Citizens Appeal to the White House to put an end to Lynching
On the night of Thursday, May 16, 1918 assailants killed white farmer, Hampton Smith in his home and wounded his wife in Brooks County, Georgia. The next night a white mob lynched two black men in conjunction with Smith's murder. By Sunday a mob lynched two tenants of Smith, husband and wife, Hayes and Mary Turner, while another black man went missing, also believed to be involved in Smith's death. An earlier argument between Hayes Turner and Smith apparently led to the attack by Turner and several other black men (1).
Two weeks later certain Georgia women were compelled to write to President Woodrow Wilson regarding the slaying of Mary Turner in particular. Women on behalf of the Savannah Chapter of the American Red Cross and the Colored Federated Clubs of Augusta began their letter, "Mr. President: Whereas, the Negro Womanhood of Ga. has been shocked by the lynching of Mary Tuner at Valdosta Sunday May 19, 1918, for an alleged unwise remark in reference to the lynching of her husband" and characterized themselves, "discouraged and crushed by a spirit of humiliation and dread." They asked that Wilson utilize his power and influence to prevent similar tragedies in the future and to reprimand the members of the mob (2). Although their letters received no direct response, Wilson published a statement in the Official Bulletin two months later condemning mob violence.

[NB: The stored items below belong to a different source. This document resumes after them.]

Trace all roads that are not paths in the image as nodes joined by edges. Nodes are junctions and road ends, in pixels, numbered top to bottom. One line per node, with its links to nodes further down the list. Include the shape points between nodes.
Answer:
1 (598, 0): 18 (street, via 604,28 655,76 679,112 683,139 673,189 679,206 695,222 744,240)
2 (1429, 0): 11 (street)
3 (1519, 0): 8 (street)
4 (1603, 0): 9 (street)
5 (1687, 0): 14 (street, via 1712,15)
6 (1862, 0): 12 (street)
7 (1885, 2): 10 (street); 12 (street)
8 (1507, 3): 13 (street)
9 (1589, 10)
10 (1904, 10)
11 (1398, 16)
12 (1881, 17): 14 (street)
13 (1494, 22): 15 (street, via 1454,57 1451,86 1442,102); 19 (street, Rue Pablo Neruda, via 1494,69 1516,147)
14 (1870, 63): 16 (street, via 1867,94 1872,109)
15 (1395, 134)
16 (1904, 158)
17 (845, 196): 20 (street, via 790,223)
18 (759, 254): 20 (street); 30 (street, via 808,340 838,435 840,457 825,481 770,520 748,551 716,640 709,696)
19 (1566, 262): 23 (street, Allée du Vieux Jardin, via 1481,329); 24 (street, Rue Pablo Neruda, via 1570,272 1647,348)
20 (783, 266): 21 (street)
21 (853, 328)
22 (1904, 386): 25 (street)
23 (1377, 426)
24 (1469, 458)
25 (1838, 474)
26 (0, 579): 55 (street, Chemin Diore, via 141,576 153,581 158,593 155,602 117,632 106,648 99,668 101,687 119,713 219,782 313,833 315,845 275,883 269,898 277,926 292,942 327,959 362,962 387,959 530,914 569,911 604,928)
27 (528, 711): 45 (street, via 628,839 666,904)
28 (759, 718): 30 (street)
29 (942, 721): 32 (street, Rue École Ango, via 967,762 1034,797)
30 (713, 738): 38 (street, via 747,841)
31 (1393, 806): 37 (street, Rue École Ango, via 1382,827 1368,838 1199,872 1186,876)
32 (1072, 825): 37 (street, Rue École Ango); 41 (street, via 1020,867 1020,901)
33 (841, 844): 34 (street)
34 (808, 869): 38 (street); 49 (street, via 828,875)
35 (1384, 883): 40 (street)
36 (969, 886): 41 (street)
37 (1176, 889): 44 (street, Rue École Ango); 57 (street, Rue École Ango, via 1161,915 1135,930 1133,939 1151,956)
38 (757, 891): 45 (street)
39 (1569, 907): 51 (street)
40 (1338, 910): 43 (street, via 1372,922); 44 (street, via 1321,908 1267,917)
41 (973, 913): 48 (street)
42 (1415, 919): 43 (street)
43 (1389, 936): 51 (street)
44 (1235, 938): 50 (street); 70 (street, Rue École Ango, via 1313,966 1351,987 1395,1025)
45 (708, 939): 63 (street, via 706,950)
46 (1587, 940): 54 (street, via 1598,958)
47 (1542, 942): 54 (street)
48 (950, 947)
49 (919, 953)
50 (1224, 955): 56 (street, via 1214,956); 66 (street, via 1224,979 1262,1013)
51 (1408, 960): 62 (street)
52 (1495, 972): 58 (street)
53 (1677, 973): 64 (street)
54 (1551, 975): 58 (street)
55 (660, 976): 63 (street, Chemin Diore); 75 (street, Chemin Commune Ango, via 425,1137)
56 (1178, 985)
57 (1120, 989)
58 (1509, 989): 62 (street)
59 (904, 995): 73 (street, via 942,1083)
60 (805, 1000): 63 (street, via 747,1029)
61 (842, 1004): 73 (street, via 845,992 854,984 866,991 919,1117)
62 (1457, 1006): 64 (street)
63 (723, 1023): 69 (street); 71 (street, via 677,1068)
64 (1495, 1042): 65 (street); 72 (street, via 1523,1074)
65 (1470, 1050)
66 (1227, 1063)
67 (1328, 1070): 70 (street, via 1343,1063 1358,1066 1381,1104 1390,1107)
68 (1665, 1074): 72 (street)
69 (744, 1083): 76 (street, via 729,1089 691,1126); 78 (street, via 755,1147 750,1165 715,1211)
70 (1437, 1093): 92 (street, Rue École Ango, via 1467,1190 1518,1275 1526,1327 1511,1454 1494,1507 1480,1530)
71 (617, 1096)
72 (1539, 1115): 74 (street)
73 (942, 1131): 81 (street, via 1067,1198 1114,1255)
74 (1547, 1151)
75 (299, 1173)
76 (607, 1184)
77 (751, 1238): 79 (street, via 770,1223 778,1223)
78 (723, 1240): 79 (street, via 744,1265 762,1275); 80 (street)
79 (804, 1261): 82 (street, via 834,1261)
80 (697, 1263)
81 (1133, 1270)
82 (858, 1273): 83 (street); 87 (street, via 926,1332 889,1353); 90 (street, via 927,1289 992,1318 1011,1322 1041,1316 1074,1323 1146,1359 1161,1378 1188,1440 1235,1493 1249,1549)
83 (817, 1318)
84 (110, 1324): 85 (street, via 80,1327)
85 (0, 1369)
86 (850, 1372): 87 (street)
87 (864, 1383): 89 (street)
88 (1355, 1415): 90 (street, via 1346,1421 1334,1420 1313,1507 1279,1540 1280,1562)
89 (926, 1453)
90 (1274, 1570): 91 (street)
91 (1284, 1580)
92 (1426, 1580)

Racial violence was not uncommon in the early 20th century and many calls for help to put an end to lynching or to punish white aggressors went unanswered. The women who wrote to the President during this time were living in an especially racially tense environment: the first half of the 1900s was the height of Jim Crow segregation, black disenfranchisement, and mob rule. The country was also occupied with the war in Europe and did not take much notice to the problems at home. According to historian Sherrilyn A. Ifill, "in communities where lynchings occurred, fear kept blacks mostly silent and compliant" (3). There were blacks, however, who rejected silence by contacting the President of their country. These letter-writers used a variety of logic to convince the President to help them-they reasoned that they were loyal citizens living in fear and expected a respectable leader like Wilson to act on their behalf (2). Some received responses from the U.S. Attorney General claiming that there was nothing the President could do because mob violence was a state issue. Still, many black citizens felt the urge to convince Wilson to end the reign of terror occurring around them by showing him their loyalty to the US, the incessant fear in which they lived, and the futility of taking their concerns to their local governments.
Citations
- "Negro and Wife Lynched: Georgia Mob Hangs Two More for Complicity in Murder," New York Times, May 20, 1918, 8.
- Rebecca Stiles Taylor, et al. to Woodrow Wilson, May 31, 1918, File 158260, General Records of the Department of Justice, National Archives II, College Park, MD.
- Sherrilyn A. Ifill, On the Courthouse Lawn: Confronting the Legacy of Lynching in the Twenty-First Century (Boston: Beacon Press, 2007), 70.